Smoking Stars Fuel Online Obsession
Supermodel raises question: Is smoking "in" again?
March 16, 2011 -- A supermodel puffed one on a runway. An actress snuck one at a park. Television's formerly highest-paid actor is rarely seen without one dangling from his mouth.
Is it 1929, or is smoking really back in style?
Last week, Kate Moss sauntered down the runway of Louis Vuitton's Paris fashion show, cigarette in hand. Not only did she break the law (in 2007, France banned smoking in public places), she also insulted her native Britain, which observed No Smoking Day as she puffed away.
Most significantly, she revived an impression that had laid latent in pop culture for years and has recently flourished online: smoking is sexy.
It would be one thing if Moss were caught with a cigarette on the street (as has happened plenty of times before). But when she lights up on the runway of one of the world's leading luxury brands, does that mean the fashion house endorses smoking too?
"Kate Moss is a rebel and I hope this was a singular act, not one endorsed or supported by Louis Vuitton," said Marvet Britto, president of the brand architecture firm The Britto Agency. "It was disrespectful to the attendees and it was disrespectful to the models who had to follow her. Now, the attention is solely on the cigarette versus the clothes. In my mind, that couldn't have been the intent of the brand."
Representatives for Louis Vuitton did not respond to ABCNews.com's repeated requests for comment.
Like Moss, Charlie Sheen elevates smoking by association. The former "Two and a Half Men" star turned unprecedented online sensation (1 million Twitter followers in less than 24 hours) takes drag after drag on his new online show, "Sheen's Korner," and in his many rambling interviews. Uma Thurman furthered the trend when paparazzi caught her smoking mid-hike through a Beverly Hills, Calif. park.

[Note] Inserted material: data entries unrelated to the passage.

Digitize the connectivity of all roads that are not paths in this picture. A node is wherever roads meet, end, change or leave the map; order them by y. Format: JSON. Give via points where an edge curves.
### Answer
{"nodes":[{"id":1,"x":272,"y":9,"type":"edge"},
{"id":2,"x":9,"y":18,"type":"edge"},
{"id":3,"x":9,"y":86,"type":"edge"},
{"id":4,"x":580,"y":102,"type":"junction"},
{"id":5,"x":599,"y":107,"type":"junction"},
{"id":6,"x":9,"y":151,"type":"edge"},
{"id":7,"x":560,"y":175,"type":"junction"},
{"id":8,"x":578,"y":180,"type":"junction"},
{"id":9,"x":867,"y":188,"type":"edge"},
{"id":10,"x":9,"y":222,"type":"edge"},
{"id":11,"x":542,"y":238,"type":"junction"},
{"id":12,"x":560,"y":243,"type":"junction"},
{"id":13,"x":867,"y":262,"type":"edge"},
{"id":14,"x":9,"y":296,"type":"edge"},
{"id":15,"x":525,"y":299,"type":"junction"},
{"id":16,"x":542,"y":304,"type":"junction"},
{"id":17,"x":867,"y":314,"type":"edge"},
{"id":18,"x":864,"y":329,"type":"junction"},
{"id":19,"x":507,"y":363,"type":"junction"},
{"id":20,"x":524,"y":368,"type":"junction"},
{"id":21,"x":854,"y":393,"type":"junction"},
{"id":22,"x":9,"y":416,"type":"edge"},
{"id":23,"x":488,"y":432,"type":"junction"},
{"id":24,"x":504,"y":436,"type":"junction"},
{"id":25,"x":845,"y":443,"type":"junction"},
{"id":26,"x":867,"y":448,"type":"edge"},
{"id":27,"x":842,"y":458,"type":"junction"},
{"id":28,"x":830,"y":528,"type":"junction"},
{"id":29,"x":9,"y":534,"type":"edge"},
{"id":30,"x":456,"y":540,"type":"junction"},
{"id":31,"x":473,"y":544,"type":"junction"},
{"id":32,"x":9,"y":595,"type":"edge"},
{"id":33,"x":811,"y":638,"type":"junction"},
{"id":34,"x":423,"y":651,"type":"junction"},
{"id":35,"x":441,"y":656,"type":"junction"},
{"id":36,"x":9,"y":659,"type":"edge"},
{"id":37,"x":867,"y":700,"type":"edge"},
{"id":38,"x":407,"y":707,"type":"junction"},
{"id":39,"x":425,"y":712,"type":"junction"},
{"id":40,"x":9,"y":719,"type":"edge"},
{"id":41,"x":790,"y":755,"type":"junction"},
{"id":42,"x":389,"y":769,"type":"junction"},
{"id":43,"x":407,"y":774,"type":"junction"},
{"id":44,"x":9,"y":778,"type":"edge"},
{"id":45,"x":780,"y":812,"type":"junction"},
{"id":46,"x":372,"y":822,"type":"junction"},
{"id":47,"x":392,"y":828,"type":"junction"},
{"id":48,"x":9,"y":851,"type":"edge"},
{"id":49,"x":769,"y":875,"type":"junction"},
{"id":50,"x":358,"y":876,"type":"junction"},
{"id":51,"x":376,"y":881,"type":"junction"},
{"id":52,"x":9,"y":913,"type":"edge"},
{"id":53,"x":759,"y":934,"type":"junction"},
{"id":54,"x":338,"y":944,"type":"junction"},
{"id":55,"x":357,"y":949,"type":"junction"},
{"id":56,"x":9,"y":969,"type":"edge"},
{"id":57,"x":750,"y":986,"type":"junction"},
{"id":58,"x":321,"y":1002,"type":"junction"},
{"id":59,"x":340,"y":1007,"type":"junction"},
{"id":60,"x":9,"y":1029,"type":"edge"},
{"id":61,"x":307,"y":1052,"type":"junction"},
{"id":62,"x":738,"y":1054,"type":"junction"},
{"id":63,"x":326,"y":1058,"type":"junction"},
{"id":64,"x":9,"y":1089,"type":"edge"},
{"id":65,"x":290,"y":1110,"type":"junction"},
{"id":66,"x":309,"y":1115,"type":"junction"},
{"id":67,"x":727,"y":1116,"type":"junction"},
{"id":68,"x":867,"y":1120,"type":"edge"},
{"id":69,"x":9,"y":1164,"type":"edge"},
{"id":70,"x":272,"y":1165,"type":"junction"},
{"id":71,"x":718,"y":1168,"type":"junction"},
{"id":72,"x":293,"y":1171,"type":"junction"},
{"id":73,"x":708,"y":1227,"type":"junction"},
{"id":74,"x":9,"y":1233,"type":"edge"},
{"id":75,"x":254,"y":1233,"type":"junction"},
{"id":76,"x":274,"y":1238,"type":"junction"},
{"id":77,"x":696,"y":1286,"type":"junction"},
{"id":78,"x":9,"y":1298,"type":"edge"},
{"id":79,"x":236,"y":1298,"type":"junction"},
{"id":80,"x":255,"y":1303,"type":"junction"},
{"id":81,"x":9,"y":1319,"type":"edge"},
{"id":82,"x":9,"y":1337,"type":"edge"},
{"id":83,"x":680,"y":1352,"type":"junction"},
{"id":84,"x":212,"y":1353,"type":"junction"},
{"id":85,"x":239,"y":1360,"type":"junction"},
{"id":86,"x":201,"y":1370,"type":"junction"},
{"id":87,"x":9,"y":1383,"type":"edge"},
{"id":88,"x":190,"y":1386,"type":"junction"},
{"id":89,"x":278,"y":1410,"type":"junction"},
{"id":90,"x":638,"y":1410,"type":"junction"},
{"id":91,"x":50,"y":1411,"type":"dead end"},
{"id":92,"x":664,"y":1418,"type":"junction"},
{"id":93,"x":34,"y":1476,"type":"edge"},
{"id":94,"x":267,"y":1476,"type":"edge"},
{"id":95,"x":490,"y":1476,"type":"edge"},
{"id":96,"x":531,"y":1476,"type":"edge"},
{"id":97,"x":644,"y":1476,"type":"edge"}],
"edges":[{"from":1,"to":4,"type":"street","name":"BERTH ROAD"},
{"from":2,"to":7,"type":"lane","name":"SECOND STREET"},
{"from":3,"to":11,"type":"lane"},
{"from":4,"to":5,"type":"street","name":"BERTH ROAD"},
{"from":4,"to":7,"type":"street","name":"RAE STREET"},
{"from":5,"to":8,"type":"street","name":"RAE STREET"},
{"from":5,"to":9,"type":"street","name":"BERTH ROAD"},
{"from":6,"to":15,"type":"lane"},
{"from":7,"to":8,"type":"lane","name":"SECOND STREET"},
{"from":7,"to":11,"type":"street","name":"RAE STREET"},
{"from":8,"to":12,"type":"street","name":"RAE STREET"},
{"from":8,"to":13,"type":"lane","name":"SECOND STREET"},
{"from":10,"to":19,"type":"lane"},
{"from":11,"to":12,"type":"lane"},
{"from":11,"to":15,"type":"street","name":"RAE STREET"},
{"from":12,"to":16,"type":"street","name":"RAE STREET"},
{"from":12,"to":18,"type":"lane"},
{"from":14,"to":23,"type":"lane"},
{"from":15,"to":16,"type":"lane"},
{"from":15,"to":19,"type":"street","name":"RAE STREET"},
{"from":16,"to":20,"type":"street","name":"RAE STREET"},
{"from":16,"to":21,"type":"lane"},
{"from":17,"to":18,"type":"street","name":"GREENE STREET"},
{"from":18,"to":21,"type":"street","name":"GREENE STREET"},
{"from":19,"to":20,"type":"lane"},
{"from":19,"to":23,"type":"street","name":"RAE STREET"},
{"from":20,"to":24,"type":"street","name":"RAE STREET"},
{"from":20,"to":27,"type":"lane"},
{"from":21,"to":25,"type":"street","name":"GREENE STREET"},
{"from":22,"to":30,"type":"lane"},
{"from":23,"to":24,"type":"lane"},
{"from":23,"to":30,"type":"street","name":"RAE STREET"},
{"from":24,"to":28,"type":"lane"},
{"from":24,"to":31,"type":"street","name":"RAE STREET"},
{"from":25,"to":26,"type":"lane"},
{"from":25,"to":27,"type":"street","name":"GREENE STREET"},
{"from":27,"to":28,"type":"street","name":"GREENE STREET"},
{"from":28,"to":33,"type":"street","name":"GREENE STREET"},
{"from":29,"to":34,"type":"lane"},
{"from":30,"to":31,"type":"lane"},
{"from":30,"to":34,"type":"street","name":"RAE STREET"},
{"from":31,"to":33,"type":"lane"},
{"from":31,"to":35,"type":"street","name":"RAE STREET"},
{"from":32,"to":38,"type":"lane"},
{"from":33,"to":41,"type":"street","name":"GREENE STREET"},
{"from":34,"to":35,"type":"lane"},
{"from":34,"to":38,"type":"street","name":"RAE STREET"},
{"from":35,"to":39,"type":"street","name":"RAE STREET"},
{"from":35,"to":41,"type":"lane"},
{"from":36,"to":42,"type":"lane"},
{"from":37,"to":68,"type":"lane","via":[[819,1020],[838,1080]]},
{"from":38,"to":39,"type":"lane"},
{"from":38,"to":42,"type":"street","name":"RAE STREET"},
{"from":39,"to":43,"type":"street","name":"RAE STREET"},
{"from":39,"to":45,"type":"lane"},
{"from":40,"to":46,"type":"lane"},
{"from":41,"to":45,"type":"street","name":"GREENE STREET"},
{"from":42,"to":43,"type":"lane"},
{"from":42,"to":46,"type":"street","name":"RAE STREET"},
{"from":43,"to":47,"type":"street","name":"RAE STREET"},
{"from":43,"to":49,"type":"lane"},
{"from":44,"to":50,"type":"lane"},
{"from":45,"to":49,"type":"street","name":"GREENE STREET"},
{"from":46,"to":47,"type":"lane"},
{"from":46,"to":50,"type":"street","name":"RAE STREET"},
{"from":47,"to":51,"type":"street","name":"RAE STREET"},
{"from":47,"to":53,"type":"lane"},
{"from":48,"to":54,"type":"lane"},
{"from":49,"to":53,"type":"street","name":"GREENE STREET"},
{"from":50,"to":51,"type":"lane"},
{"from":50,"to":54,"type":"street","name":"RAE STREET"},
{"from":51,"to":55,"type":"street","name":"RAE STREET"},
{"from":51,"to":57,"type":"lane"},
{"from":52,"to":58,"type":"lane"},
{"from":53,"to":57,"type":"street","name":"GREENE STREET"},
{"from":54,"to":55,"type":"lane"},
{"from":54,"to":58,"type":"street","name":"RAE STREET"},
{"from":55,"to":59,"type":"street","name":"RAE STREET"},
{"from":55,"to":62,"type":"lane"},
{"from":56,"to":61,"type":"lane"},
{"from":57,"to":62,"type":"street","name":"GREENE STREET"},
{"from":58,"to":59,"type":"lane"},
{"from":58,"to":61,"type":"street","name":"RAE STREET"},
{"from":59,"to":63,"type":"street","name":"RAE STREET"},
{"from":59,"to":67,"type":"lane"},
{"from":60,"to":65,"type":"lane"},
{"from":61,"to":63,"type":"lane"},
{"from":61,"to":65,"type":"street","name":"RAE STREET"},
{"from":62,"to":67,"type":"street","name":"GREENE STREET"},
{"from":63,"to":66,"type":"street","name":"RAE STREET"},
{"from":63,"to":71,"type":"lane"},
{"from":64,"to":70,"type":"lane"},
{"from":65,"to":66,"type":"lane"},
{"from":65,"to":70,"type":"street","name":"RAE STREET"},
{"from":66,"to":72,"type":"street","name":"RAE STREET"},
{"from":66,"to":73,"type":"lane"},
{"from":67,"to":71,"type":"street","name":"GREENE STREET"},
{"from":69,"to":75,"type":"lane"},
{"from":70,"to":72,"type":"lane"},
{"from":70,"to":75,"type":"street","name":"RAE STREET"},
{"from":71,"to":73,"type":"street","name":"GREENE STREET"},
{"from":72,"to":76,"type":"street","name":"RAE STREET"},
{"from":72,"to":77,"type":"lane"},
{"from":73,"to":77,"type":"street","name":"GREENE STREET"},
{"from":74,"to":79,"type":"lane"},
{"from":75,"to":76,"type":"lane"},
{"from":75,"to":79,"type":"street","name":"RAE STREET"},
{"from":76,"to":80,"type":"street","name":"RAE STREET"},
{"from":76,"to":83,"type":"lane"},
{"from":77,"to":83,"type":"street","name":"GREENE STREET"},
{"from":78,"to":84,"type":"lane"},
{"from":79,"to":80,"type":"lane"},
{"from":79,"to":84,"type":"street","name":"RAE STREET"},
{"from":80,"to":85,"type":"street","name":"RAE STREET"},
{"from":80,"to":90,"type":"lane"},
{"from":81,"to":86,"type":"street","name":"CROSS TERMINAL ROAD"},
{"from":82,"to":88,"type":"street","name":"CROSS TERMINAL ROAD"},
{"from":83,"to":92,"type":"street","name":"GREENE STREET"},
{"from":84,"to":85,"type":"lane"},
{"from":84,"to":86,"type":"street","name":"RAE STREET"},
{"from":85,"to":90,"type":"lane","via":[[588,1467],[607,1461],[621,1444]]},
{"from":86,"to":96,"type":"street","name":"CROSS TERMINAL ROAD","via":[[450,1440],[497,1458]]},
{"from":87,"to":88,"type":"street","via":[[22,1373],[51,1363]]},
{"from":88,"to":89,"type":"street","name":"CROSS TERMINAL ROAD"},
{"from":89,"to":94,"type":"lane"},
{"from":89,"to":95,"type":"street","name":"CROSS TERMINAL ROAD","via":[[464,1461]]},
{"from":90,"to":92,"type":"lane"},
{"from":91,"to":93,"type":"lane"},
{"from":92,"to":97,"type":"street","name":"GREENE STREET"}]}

For anyone who knows the danger of cigarettes, the drug-related dalliances of the rich and famous seem frivolous. Problems arise with those who don't.
"Study after study has shown that there is a connection between what kids see and how they act," said John Spangler, professor of family medicine and director of tobacco intervention programs at the Wake Forest University School of Medicine. "A thin, beautiful model or actress smoking? There's a really powerful message right there. They didn't call Virginia Slims Virginia Chubbies."
While Moss and Thurman glamorize cigarettes, Sheen -- who, with his gaunt face, scraggly hair and gravely voice embodies many nouns but not "glamour" -- lends smoking another allure, according to Spangler.
"It's shocking watching videos of Charlie Sheen chain smoking," Spangler said. "You don't see that anywhere anymore! It just normalizes the behavior."
A genre of online videos goes a step further and fetishizes the act. Google "smoking fetish video" and more than 1.25 million results come up. Many links lead to YouTube montages of models including Moss, Adriana Lima, Jessica Stam, Lara Stone, Heidi Klum and Cindy Crawford -- some of the highest paid women in the industry -- smoking on and off the job. Others feature nameless young women in front of a camera, puffing on a cigarette and wearing not much at all. They generate comments like, "You're as sexy as ever and your style is so much more......erotic now" and "looooove your open mouth inhales."
Before, smoking was sexy because stars like Humphrey Bogart and Audrey Hepburn made it look sexy. Now, for some, smoking equals sex.
"Celebrating smoking as something truly sexy and erotic will key in to kids," said Dr. Leslie Walker, chief of adolescent medicine at Seattle Children's Hospital. "Those pictures alone might not change behavior but it's added to what they see on television and at the movies. The fact that these videos are just a few keystrokes away, it's disturbing."
What can be done? Stand outside of any fashion week tent or Hollywood night club -- the glitterati's lighting up, surgeon general's warnings be damned. Spangler suggested Moss and her ilk might "put on frumpy, old, dirty clothes and mess up their hair," but admitted that they'd probably still look pretty fabulous in spite of all that.
For children, there are website blockers and parental controls. For adults, there's the knowledge that momentary resurgence aside, smoking has been deplored for a long time, and grown people who want to emulate cigarette-chomping celebrities have bigger problems to address.
One note for Moss and Louis Vuitton, though: If shock value was what they had in mind, they could have done better.
"I'd rather see her walk the runway with a cheeseburger deluxe," said Michael Musto, culture critic for The Village Voice. "That could be deadly too, but at least she'd be making a statement against fashion-industry-generated eating disorders."